Data provided section start
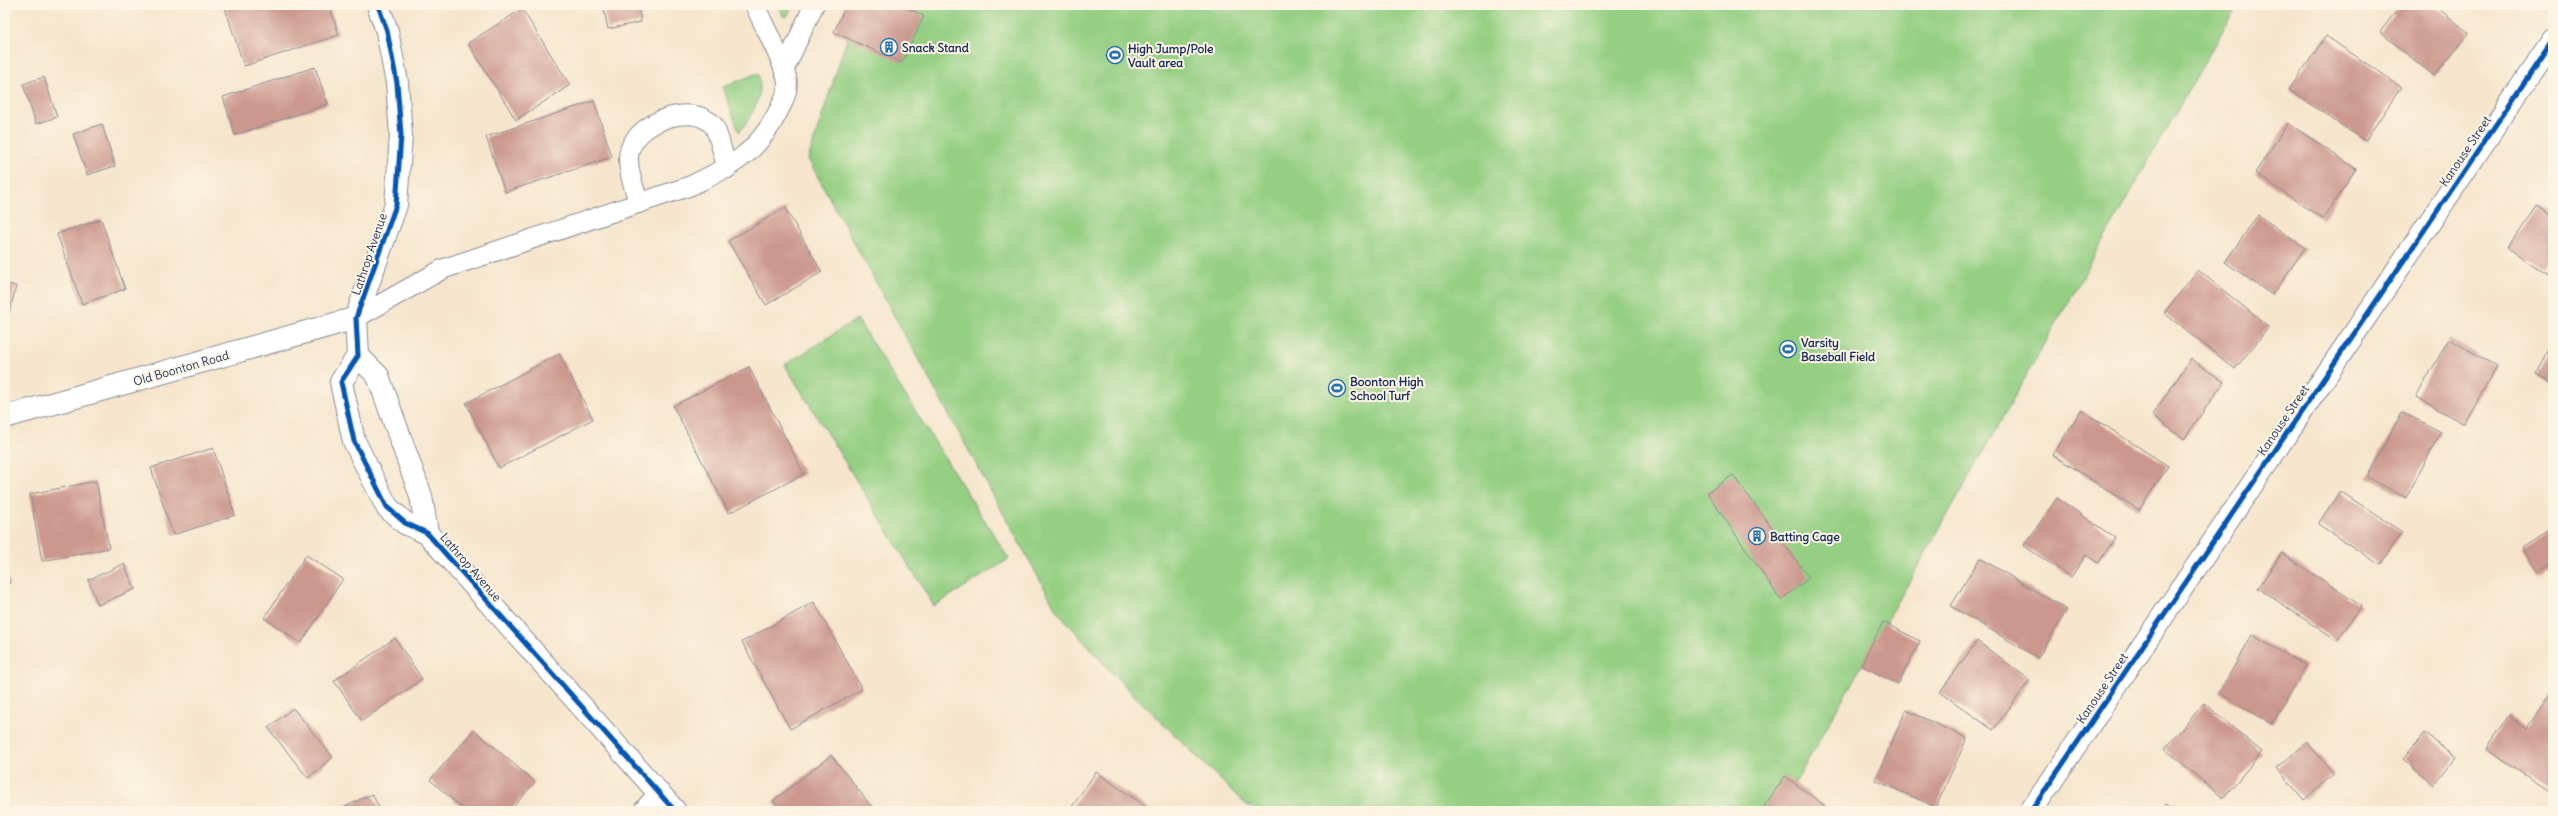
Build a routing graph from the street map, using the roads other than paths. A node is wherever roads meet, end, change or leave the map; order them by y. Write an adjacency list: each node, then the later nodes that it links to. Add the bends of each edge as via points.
1 (378, 5): 8 (street, Lathrop Avenue, via 387,31 397,83 401,135 396,205)
2 (755, 5): 5 (lane)
3 (814, 5): 5 (lane)
4 (2553, 40): 15 (street, Kanouse Street)
5 (784, 70): 6 (lane, via 788,81 786,91 772,124 755,146)
6 (727, 169): 7 (lane, via 690,186); 7 (lane, via 714,126 702,116 683,115 656,123 640,134 630,149 630,167)
7 (638, 203): 8 (lane, via 443,269)
8 (356, 318): 9 (street, Lathrop Avenue); 10 (street, Old Boonton Road)
9 (358, 356): 11 (street, Lathrop Avenue, via 378,376 421,496); 11 (street, Lathrop Avenue, via 341,382 354,441 387,507 405,523)
10 (5, 417)
11 (427, 533): 12 (street, Lathrop Avenue)
12 (658, 793): 13 (lane); 14 (street, Lathrop Avenue)
13 (643, 811)
14 (675, 811)
15 (2031, 811)

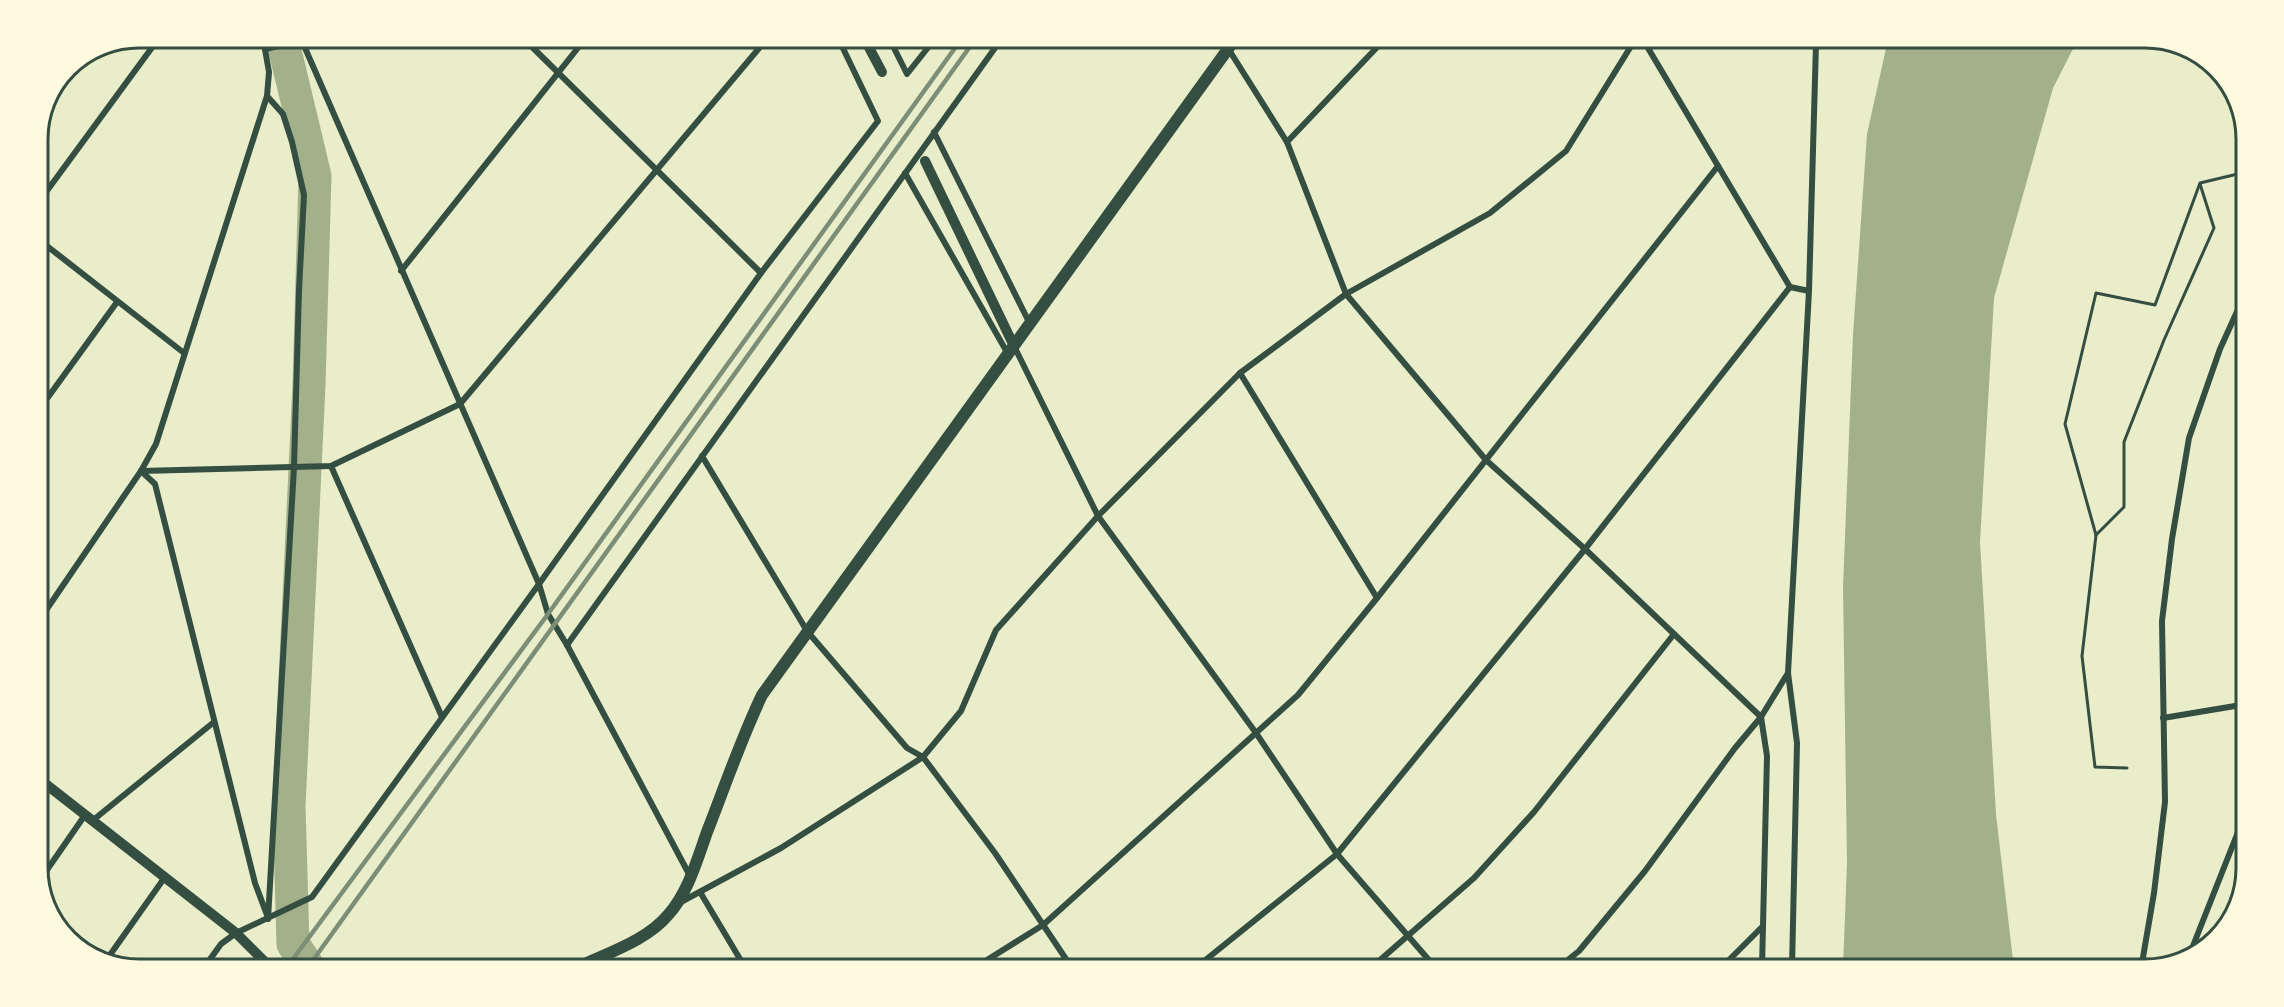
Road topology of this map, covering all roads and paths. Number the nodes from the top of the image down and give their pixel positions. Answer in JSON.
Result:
Data provided section end
## Exercise objective
Each line of the data should be quoted exactly, with pictures left out.

## Your solution
Build a routing graph from the street map, using the roads other than paths. A node is wherever roads meet, end, change or leave the map; order them by y. Write an adjacency list: each node, then the later nodes that it links to. Add the bends of each edge as via points.
1 (378, 5): 8 (street, Lathrop Avenue, via 387,31 397,83 401,135 396,205)
2 (755, 5): 5 (lane)
3 (814, 5): 5 (lane)
4 (2553, 40): 15 (street, Kanouse Street)
5 (784, 70): 6 (lane, via 788,81 786,91 772,124 755,146)
6 (727, 169): 7 (lane, via 690,186); 7 (lane, via 714,126 702,116 683,115 656,123 640,134 630,149 630,167)
7 (638, 203): 8 (lane, via 443,269)
8 (356, 318): 9 (street, Lathrop Avenue); 10 (street, Old Boonton Road)
9 (358, 356): 11 (street, Lathrop Avenue, via 378,376 421,496); 11 (street, Lathrop Avenue, via 341,382 354,441 387,507 405,523)
10 (5, 417)
11 (427, 533): 12 (street, Lathrop Avenue)
12 (658, 793): 13 (lane); 14 (street, Lathrop Avenue)
13 (643, 811)
14 (675, 811)
15 (2031, 811)

Road topology of this map, covering all roads and paths. Number the nodes from the top of the image down and give their pixel positions. Answer in JSON.
Result:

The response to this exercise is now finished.